| The problem |
Make an exact copy of the data below, leaving out every picture.

| Data section |
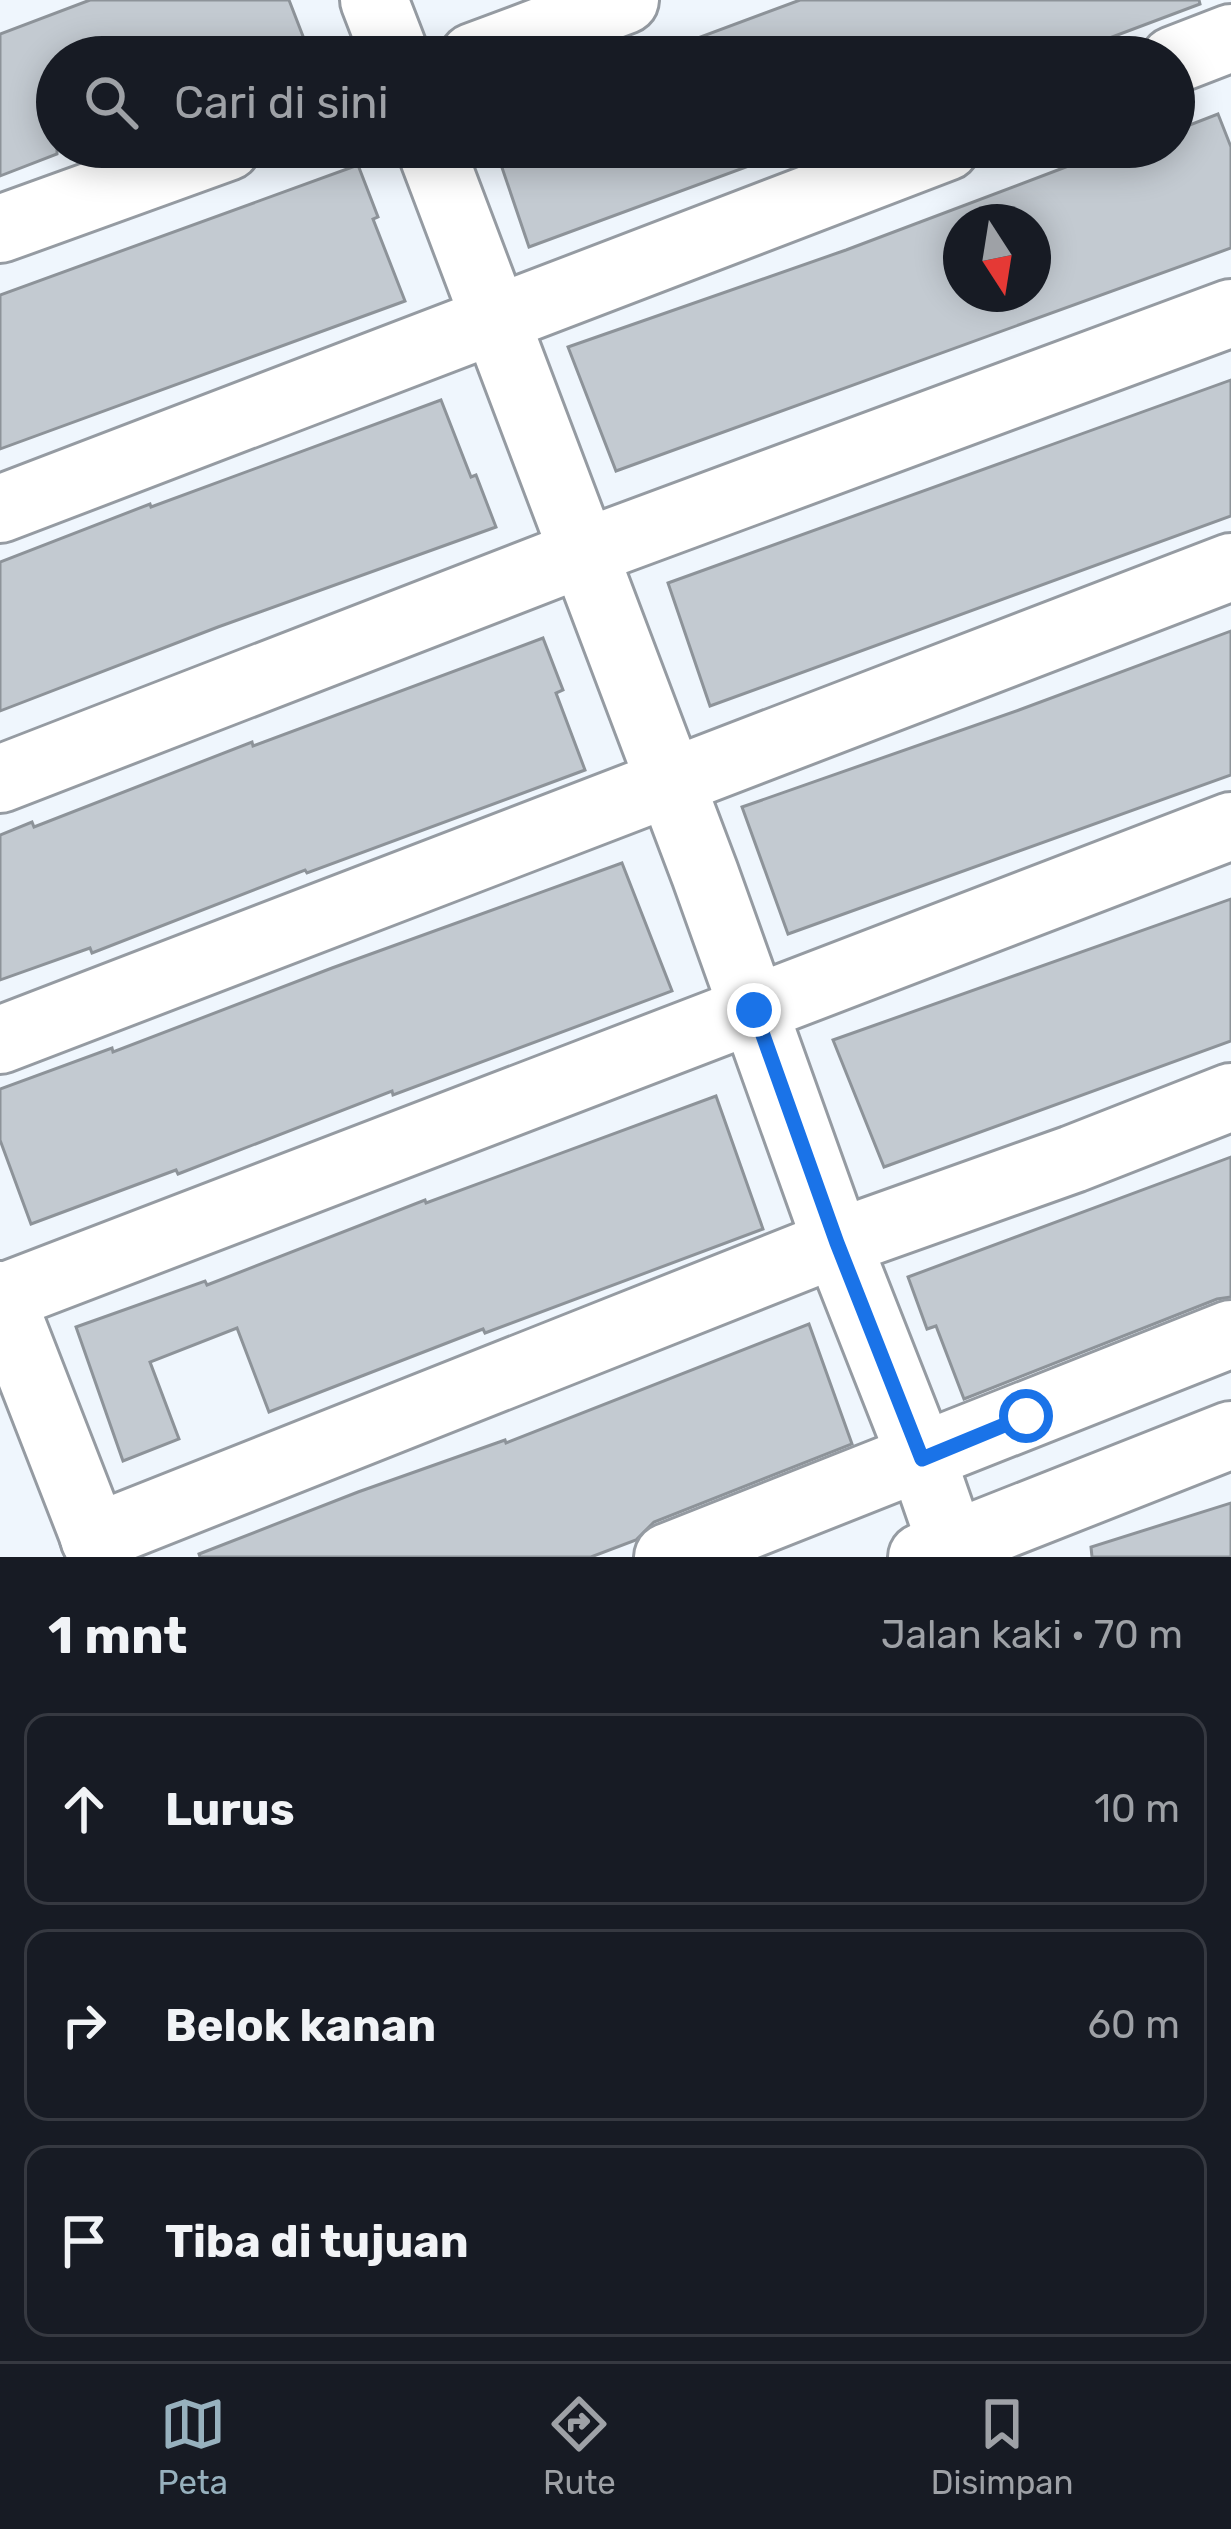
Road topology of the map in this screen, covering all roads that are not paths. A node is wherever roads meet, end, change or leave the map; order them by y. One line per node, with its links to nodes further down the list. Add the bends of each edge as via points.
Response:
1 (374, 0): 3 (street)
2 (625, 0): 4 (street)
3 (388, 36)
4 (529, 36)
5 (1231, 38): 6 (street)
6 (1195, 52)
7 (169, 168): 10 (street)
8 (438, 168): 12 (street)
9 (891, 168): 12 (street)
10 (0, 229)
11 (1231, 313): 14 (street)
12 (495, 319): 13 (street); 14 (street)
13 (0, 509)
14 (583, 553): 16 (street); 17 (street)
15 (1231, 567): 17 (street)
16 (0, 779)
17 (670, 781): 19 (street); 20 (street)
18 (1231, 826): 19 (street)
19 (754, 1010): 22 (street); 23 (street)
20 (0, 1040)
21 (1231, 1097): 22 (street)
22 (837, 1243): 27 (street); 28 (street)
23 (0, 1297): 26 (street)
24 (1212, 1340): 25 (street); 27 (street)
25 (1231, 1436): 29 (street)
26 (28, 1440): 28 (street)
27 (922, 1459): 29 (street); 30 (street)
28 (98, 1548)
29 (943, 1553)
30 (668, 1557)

| Answer section |
Road topology of the map in this screen, covering all roads that are not paths. A node is wherever roads meet, end, change or leave the map; order them by y. One line per node, with its links to nodes further down the list. Add the bends of each edge as via points.
Response:
1 (374, 0): 3 (street)
2 (625, 0): 4 (street)
3 (388, 36)
4 (529, 36)
5 (1231, 38): 6 (street)
6 (1195, 52)
7 (169, 168): 10 (street)
8 (438, 168): 12 (street)
9 (891, 168): 12 (street)
10 (0, 229)
11 (1231, 313): 14 (street)
12 (495, 319): 13 (street); 14 (street)
13 (0, 509)
14 (583, 553): 16 (street); 17 (street)
15 (1231, 567): 17 (street)
16 (0, 779)
17 (670, 781): 19 (street); 20 (street)
18 (1231, 826): 19 (street)
19 (754, 1010): 22 (street); 23 (street)
20 (0, 1040)
21 (1231, 1097): 22 (street)
22 (837, 1243): 27 (street); 28 (street)
23 (0, 1297): 26 (street)
24 (1212, 1340): 25 (street); 27 (street)
25 (1231, 1436): 29 (street)
26 (28, 1440): 28 (street)
27 (922, 1459): 29 (street); 30 (street)
28 (98, 1548)
29 (943, 1553)
30 (668, 1557)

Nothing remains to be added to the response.